Napoli

L’Atalanta ipoteca la qualificazione alla prossima Champions League, il Napoli, battuto 2-0, abbandona le residue velleità di rimonta: a 9 giornate dalla fine del campionato sono 15 i punti di vantaggio sugli azzurri.

La cronaca - Al 9’ ci prova Mertens dalla distanza: palla fuori. Al 14’, colpo di testa di Koulibaly su cross di Politano: alto. Due giri di lancette più tardi, sinistro di Gomez dai 25 metri, Ospina si distende e prolunga oltre la linea di fondo. Al 24’, punizione per i lombardi, il portiere colombiano disinnesca la traiettoria, ma si scontra con Maksimovic, costringendo Gattuso al cambio. Si va al riposo sullo 0-0. In avvio di ripresa, dopo due minuti dal rientro dagli spogliatoi, vantaggio degli orobici: assist di Gomez, Pasalic, lasciato tutto solo in area di rigore, batte, di testa, Meret.

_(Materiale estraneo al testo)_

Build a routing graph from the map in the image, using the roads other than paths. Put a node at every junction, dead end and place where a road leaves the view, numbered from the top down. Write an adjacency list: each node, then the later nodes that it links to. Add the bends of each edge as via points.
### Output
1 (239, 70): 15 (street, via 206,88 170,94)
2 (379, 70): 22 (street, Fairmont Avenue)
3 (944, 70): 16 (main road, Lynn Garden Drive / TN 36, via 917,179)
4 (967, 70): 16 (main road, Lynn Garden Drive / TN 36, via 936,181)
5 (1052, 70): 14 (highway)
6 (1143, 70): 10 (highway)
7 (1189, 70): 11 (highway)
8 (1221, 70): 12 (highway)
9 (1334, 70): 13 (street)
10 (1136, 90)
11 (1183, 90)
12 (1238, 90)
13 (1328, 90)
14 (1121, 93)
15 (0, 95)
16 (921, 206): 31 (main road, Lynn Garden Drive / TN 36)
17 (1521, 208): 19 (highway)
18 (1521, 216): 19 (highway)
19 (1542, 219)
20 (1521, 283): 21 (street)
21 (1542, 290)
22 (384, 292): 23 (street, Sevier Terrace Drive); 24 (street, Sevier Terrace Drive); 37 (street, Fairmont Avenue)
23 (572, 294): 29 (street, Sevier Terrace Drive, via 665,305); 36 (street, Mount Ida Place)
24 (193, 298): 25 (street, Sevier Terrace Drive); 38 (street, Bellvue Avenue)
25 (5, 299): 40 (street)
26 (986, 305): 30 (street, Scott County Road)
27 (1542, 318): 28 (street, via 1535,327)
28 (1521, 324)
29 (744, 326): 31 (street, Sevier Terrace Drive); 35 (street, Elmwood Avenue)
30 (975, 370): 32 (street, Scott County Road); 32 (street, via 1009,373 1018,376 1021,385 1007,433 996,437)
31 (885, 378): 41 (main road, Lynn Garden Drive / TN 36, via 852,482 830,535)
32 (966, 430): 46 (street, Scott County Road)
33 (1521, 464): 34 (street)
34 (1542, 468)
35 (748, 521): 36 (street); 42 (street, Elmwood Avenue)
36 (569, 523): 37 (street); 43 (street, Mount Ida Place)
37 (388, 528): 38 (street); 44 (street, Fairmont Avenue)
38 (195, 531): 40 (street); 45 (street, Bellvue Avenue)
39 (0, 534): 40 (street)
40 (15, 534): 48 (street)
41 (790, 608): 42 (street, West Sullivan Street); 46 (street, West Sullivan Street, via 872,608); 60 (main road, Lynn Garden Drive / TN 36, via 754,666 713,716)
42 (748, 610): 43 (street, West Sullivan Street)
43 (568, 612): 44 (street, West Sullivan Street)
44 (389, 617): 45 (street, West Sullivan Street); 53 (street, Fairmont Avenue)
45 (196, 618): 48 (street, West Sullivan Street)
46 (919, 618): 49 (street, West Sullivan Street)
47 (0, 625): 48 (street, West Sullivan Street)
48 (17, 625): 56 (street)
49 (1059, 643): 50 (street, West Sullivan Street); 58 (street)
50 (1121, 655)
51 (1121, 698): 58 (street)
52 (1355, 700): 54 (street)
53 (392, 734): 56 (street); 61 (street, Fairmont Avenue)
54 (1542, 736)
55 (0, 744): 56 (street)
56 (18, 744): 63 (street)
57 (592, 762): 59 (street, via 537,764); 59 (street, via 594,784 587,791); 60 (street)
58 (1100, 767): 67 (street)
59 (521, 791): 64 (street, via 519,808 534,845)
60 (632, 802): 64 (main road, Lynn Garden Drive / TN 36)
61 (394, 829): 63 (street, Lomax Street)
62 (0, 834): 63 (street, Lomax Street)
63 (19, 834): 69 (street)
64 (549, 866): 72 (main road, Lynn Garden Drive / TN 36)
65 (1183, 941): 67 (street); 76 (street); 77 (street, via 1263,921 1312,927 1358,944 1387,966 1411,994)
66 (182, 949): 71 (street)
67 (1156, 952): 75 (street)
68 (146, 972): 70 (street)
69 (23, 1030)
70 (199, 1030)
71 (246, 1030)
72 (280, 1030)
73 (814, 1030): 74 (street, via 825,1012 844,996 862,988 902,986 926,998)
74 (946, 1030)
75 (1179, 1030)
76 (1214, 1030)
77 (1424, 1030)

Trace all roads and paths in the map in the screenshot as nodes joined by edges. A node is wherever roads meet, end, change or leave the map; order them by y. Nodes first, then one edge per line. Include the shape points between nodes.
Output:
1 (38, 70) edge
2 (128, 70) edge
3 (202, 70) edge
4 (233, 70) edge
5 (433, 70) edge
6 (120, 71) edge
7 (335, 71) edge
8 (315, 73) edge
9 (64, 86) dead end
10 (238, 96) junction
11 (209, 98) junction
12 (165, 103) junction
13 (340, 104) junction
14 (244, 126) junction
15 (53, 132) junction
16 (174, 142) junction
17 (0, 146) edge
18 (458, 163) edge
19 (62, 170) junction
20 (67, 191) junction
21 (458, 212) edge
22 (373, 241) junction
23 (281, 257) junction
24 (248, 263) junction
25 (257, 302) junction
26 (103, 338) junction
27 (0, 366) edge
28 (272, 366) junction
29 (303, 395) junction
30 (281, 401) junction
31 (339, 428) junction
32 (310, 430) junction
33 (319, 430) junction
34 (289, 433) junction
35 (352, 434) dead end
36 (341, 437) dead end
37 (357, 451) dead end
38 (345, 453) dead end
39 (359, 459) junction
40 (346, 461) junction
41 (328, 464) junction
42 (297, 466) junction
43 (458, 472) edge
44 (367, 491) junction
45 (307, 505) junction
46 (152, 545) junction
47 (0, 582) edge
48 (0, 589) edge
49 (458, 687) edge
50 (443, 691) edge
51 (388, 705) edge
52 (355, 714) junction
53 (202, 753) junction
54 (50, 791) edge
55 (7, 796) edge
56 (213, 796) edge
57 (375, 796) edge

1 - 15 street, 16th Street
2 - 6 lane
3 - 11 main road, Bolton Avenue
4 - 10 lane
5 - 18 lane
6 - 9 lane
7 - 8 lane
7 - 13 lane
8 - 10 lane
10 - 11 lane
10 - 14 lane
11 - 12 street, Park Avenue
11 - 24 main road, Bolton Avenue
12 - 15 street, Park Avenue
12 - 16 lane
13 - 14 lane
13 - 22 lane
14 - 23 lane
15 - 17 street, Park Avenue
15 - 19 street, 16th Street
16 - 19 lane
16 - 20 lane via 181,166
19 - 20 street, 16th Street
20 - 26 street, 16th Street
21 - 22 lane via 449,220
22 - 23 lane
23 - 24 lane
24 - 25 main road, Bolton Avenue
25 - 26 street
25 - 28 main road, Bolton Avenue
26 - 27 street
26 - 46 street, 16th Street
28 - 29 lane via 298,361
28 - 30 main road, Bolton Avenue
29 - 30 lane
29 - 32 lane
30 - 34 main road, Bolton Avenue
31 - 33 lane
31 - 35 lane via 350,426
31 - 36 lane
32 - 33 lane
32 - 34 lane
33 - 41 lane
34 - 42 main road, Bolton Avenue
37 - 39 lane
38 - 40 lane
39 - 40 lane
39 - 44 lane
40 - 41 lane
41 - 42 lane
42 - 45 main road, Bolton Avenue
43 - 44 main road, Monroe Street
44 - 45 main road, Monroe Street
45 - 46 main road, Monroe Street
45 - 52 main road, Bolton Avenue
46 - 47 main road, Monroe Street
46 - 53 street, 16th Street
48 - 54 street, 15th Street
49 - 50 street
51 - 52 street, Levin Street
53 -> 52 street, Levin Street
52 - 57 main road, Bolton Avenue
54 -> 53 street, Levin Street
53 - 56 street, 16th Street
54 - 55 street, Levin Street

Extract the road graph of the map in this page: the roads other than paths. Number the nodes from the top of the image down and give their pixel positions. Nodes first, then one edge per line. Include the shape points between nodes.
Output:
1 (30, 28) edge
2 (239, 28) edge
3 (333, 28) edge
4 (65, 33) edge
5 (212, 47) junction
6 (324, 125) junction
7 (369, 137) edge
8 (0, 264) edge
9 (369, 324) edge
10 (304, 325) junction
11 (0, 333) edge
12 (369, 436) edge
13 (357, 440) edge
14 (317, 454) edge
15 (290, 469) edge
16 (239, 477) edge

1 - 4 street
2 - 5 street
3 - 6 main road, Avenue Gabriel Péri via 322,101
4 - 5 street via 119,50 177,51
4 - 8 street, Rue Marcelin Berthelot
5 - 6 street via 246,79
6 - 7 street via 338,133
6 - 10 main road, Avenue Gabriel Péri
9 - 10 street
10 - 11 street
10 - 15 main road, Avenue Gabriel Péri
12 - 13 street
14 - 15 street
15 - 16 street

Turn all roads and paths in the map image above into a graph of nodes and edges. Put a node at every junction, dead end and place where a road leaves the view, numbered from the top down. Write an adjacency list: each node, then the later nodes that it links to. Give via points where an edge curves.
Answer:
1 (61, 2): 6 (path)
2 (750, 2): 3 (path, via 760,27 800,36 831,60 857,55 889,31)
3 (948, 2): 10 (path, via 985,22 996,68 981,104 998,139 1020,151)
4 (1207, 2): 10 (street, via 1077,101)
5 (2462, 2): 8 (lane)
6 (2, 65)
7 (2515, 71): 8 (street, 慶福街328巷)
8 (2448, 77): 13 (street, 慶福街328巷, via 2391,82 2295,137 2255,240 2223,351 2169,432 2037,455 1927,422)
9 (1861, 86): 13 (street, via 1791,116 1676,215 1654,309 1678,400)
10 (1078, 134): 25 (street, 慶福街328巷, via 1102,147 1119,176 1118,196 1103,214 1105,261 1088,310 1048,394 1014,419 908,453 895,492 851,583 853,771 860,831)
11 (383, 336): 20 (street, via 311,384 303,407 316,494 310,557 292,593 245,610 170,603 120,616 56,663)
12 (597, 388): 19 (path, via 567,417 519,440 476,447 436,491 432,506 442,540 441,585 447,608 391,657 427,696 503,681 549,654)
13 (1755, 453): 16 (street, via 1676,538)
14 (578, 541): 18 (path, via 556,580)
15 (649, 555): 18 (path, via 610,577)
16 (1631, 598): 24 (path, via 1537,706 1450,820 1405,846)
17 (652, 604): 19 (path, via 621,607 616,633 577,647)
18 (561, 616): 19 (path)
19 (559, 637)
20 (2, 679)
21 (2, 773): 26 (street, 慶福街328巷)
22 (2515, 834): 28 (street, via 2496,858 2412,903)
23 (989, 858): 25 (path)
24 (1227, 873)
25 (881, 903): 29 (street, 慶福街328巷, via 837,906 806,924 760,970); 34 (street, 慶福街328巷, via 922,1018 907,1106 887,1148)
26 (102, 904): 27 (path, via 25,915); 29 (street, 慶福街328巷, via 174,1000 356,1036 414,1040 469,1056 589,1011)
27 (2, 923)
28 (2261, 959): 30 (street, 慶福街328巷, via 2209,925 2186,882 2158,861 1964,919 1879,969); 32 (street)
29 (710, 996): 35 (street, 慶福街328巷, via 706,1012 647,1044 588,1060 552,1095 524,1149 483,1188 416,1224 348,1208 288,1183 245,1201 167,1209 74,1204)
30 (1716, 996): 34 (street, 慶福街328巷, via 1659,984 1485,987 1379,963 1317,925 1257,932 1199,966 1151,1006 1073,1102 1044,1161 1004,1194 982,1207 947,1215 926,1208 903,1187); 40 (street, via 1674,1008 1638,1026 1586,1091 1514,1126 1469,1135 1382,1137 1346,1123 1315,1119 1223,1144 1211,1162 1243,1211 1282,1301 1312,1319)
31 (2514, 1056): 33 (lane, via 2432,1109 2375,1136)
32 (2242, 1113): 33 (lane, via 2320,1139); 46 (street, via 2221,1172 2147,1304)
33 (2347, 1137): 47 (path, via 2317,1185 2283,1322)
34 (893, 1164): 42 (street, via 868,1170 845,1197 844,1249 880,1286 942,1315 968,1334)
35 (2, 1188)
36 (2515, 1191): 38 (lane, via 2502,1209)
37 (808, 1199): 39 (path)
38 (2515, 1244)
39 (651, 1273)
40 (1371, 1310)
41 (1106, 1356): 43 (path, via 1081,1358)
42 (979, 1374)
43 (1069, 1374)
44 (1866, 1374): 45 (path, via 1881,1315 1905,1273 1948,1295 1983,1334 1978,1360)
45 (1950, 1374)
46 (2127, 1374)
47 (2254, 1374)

Nove minuti e la Dea raddoppia: Toloi serve involontariamente Gosens, che con grande freddezza gonfia ancora la rete. Fabián Ruiz prova a rimettere in carreggiata i suoi con una botta dalla distanza, viene annullato un gol a Milik e il cronometro corre verso il novantesimo. Al triplice fischio finale è festa nerazzurra: settima vittoria consecutiva nel torneo di massima Serie. Insigne e compagni si fermano, invece, dopo cinque successi di fila. Testa alla sfida con la Roma in programma domenica, alle 21,45, al “San Paolo”.